Research addresses complex multiscale and multiphase cloud physics problems
(Phys.org)—Lian-Ping Wang, professor of mechanical engineering and joint professor of physical ocean science and engineering at the University of Delaware, recently published an invited critical review paper in the 2013 volume of the Annual Review of Fluid Mechanics, a high impact journal for the fluid mechanics community.
Co-authored with Wojciech Grabowski, a senior scientist from the National Center for Atmospheric Research (NCAR), the paper, titled "Growth of Cloud Droplets in a Turbulent Environment," addresses a classic cloud physics problem of how cloud turbulence affects the growth of tiny cloud droplets.
According to Wang, only recently can researchers study this question quantitatively and systematically using advanced computational research tools and fine-scale instrumentation.

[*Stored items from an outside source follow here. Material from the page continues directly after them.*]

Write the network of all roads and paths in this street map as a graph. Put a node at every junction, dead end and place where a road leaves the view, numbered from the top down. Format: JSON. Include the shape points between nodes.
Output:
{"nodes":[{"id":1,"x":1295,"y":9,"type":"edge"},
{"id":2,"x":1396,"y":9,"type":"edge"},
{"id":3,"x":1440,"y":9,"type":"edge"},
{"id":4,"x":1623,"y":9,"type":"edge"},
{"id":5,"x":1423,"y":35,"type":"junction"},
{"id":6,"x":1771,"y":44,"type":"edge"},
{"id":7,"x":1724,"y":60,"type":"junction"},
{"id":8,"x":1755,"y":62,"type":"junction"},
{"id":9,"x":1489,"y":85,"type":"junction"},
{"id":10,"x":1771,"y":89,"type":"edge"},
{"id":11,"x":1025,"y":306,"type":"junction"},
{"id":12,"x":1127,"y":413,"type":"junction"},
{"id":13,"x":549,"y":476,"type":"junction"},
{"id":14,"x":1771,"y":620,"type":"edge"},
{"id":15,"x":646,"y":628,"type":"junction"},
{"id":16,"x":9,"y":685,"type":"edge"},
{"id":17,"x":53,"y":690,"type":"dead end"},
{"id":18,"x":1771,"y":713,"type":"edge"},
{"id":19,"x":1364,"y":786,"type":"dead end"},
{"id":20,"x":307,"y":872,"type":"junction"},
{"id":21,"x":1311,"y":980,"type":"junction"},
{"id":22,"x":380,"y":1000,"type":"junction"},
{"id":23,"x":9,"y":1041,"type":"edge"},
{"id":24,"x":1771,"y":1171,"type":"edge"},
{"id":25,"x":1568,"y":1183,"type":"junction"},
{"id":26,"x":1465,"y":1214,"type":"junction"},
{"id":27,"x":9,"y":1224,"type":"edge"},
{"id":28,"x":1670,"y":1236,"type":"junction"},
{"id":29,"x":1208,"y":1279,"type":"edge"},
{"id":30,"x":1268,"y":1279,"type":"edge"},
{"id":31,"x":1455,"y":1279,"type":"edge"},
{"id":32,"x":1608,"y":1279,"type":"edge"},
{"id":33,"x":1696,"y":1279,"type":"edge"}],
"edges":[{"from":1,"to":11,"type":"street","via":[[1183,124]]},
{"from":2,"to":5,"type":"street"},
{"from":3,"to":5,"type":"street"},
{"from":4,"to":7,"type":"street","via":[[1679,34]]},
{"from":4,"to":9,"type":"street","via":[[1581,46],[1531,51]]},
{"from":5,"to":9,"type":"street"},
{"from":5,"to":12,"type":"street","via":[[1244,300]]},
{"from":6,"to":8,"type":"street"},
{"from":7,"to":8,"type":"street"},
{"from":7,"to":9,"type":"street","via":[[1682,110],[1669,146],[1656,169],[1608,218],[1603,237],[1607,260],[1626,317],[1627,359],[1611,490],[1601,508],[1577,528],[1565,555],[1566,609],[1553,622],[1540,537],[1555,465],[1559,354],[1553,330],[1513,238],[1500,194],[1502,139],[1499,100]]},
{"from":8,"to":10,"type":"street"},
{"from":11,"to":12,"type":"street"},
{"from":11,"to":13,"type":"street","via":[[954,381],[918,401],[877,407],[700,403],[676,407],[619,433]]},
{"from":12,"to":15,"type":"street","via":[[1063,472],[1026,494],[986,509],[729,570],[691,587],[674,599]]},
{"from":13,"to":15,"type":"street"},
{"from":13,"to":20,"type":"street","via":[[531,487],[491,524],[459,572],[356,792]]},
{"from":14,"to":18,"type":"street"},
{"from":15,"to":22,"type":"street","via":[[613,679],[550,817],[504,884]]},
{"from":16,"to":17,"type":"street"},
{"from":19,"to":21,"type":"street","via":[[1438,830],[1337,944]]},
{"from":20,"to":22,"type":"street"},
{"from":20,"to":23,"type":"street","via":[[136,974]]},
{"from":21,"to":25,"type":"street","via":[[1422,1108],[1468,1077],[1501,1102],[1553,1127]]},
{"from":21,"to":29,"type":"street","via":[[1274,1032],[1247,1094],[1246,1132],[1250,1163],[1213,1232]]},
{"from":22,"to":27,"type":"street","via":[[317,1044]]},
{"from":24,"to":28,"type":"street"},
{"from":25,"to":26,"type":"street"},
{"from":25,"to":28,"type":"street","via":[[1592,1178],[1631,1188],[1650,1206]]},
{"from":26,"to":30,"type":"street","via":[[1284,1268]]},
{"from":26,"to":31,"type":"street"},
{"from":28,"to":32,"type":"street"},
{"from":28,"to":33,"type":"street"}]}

In the paper, Wang and Grabowski summarize convincing evidence that air turbulence can significantly enhance the growth of cloud droplets by collision-coalescence, the merging of two droplets into one larger droplet. More importantly, it points to a large number of open issues where further research is needed to understand the formation and dynamics of cloud droplets central to the water cycle, regional weather and global climate.
Wang explains that atmospheric clouds dominate the visual appearance of Earth when viewed from space. Whereas visible clouds may extend over distances up to hundreds of kilometers, individual water droplets in a cloud are typically only 10 to 40 microns in diameter, where one micron equals one millionth of a meter.

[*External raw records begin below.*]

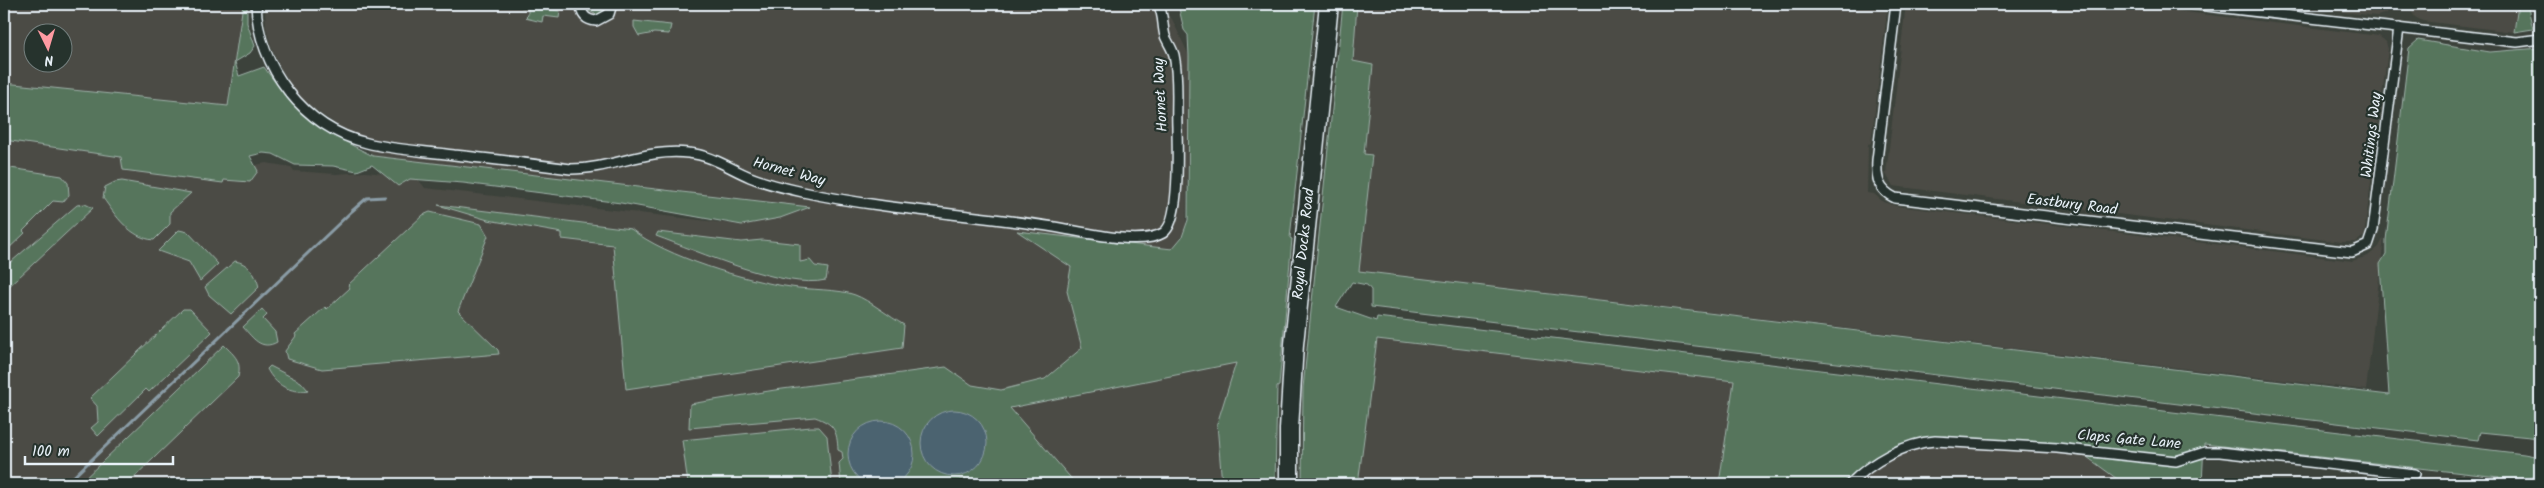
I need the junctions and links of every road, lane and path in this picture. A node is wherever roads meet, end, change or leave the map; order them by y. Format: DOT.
graph roads {
  1 [pos="256,4"];
  2 [pos="581,4"];
  3 [pos="612,4"];
  4 [pos="1158,4"];
  5 [pos="1329,4"];
  6 [pos="1896,4"];
  7 [pos="2190,4"];
  8 [pos="2399,28"];
  9 [pos="2540,39"];
  10 [pos="2368,245"];
  11 [pos="2415,474"];
  12 [pos="1289,484"];
  13 [pos="1850,484"];
  1 -- 4 [label="street, Hornet Way"];
  2 -- 3 [label="street"];
  5 -- 12 [label="highway, Royal Docks Road"];
  6 -- 10 [label="street, Eastbury Road"];
  7 -- 8 [label="street"];
  8 -- 9 [label="street"];
  8 -- 10 [label="street, Whitings Way"];
  11 -- 13 [label="street, Claps Gate Lane"];
}
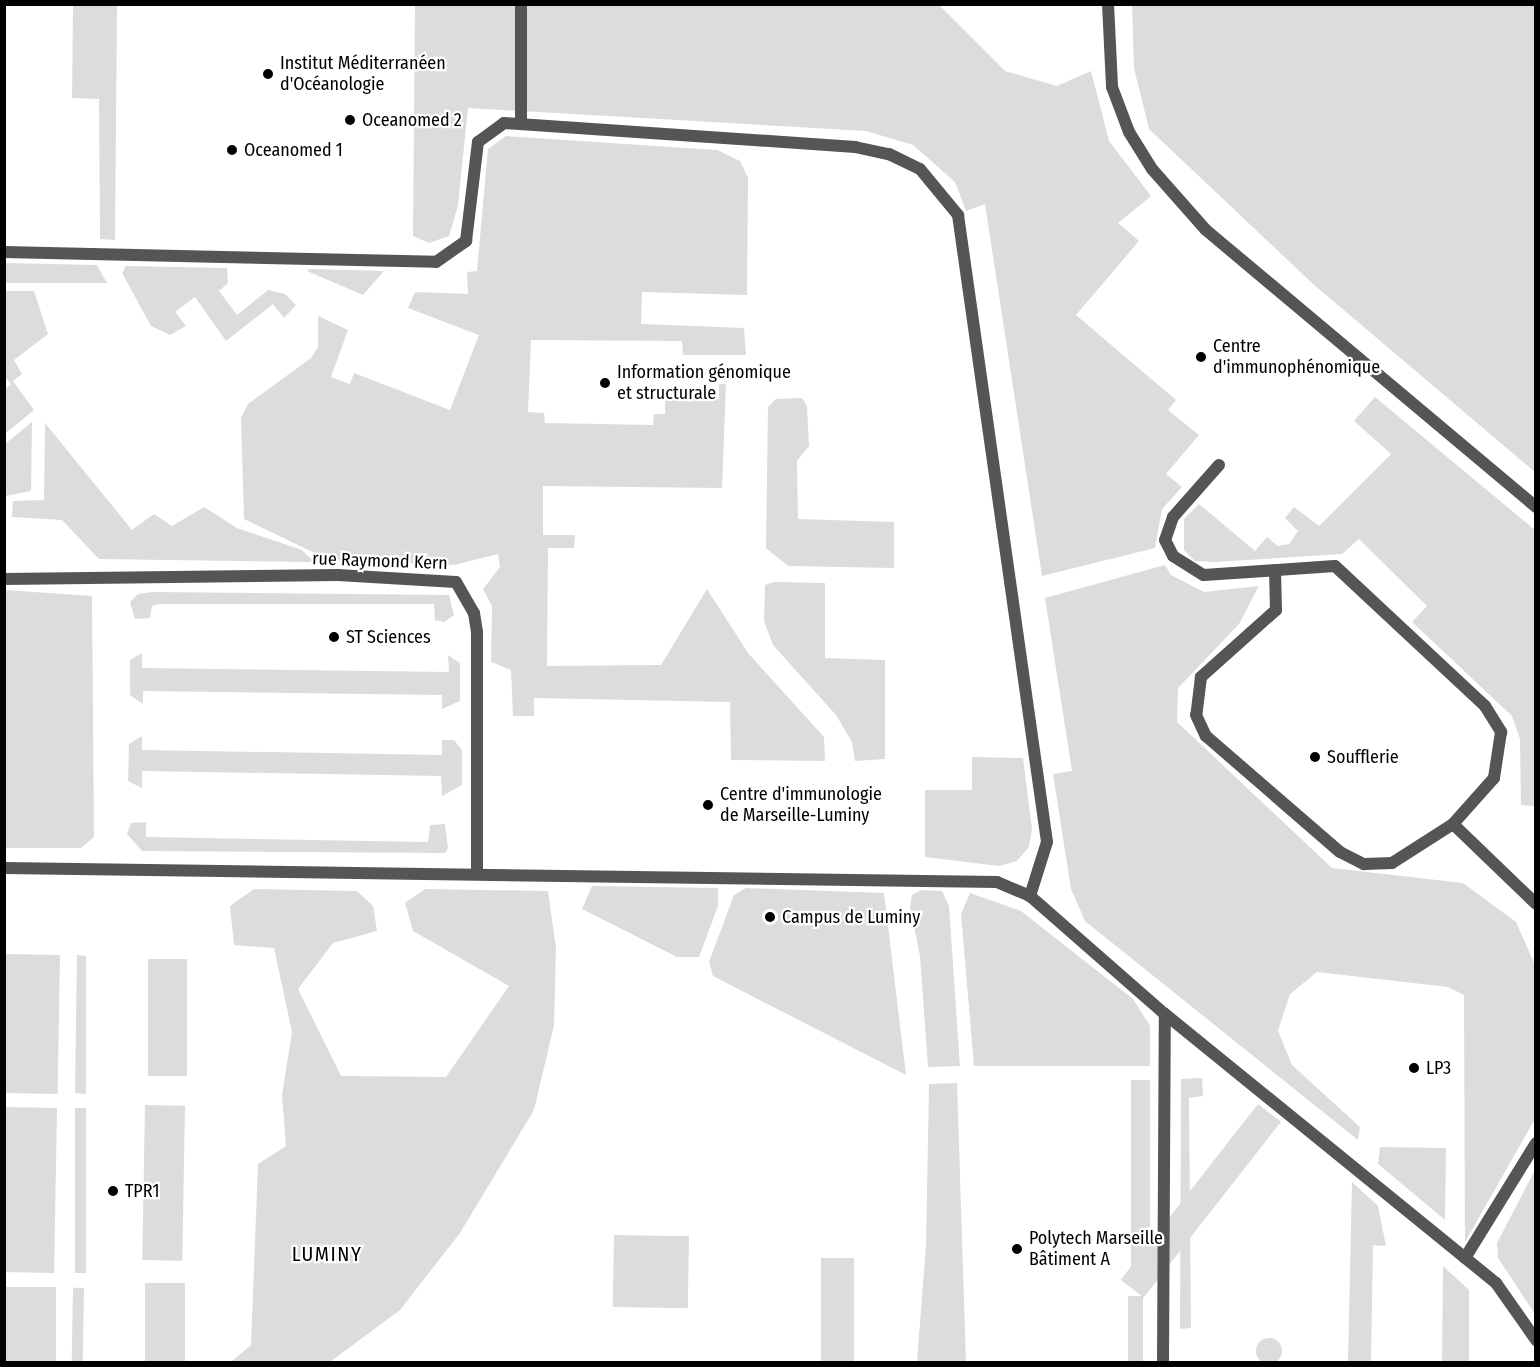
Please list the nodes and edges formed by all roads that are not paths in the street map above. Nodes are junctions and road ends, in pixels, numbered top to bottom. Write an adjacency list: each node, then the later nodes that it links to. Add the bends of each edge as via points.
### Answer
1 (520, 4): 3 (street)
2 (1108, 4): 6 (street, via 1112,87 1129,132 1152,169 1206,230)
3 (521, 124): 4 (street, via 489,129 478,142 466,241 436,262); 12 (street, via 889,154 920,169 958,215 1047,842)
4 (4, 252)
5 (1219, 465): 7 (street, via 1173,517 1165,540 1173,556 1204,575)
6 (1536, 507)
7 (1275, 570): 9 (street, via 1335,566 1485,706 1501,732 1494,778); 9 (street, via 1276,610 1201,677 1196,715 1206,736 1340,852 1364,864 1392,863)
8 (4, 579): 11 (street, rue Raymond Kern, via 338,575 456,582 474,613 477,633)
9 (1453, 824): 13 (street)
10 (4, 868): 11 (street)
11 (477, 874): 12 (street, via 997,882)
12 (1030, 896): 14 (street)
13 (1536, 904)
14 (1165, 1014): 16 (street); 18 (street)
15 (1536, 1143): 16 (street)
16 (1465, 1258): 17 (street, via 1496,1283)
17 (1536, 1340)
18 (1163, 1362)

The dynamics of individual droplets is governed by small-scale turbulence, sedimentation and inertial effects caused by the extreme density contrast between the water and the air, says Wang. This contrast causes the droplets to take a very different trajectory in comparison to the local air motion.
The phase transformation between water vapor in the air and the liquid water in the droplets, taking place at the droplet scale, introduces bulk buoyancy effects that drive cloud-scale motion of 100 meters and larger.
Wang and Grabowski began studying these complex multiscale and multiphase problems more than a decade ago, prior to the cloud physics community's broad acceptance of the quantitative impact of cloud turbulence on warm rain formation. Today, new parameterizations developed by Wang, Grabowski and their students motivate researchers to study from different perspectives the interactions of turbulence and inertial particles.
"With expected advances in the area of extreme-scale computing and possibilities to measure processes at the cloud microscales, we are optimistic that a more complete quantitative understanding will emerge in the near future and allow increasingly refined simulation of weather and the climate at regional and global scales," Wang says.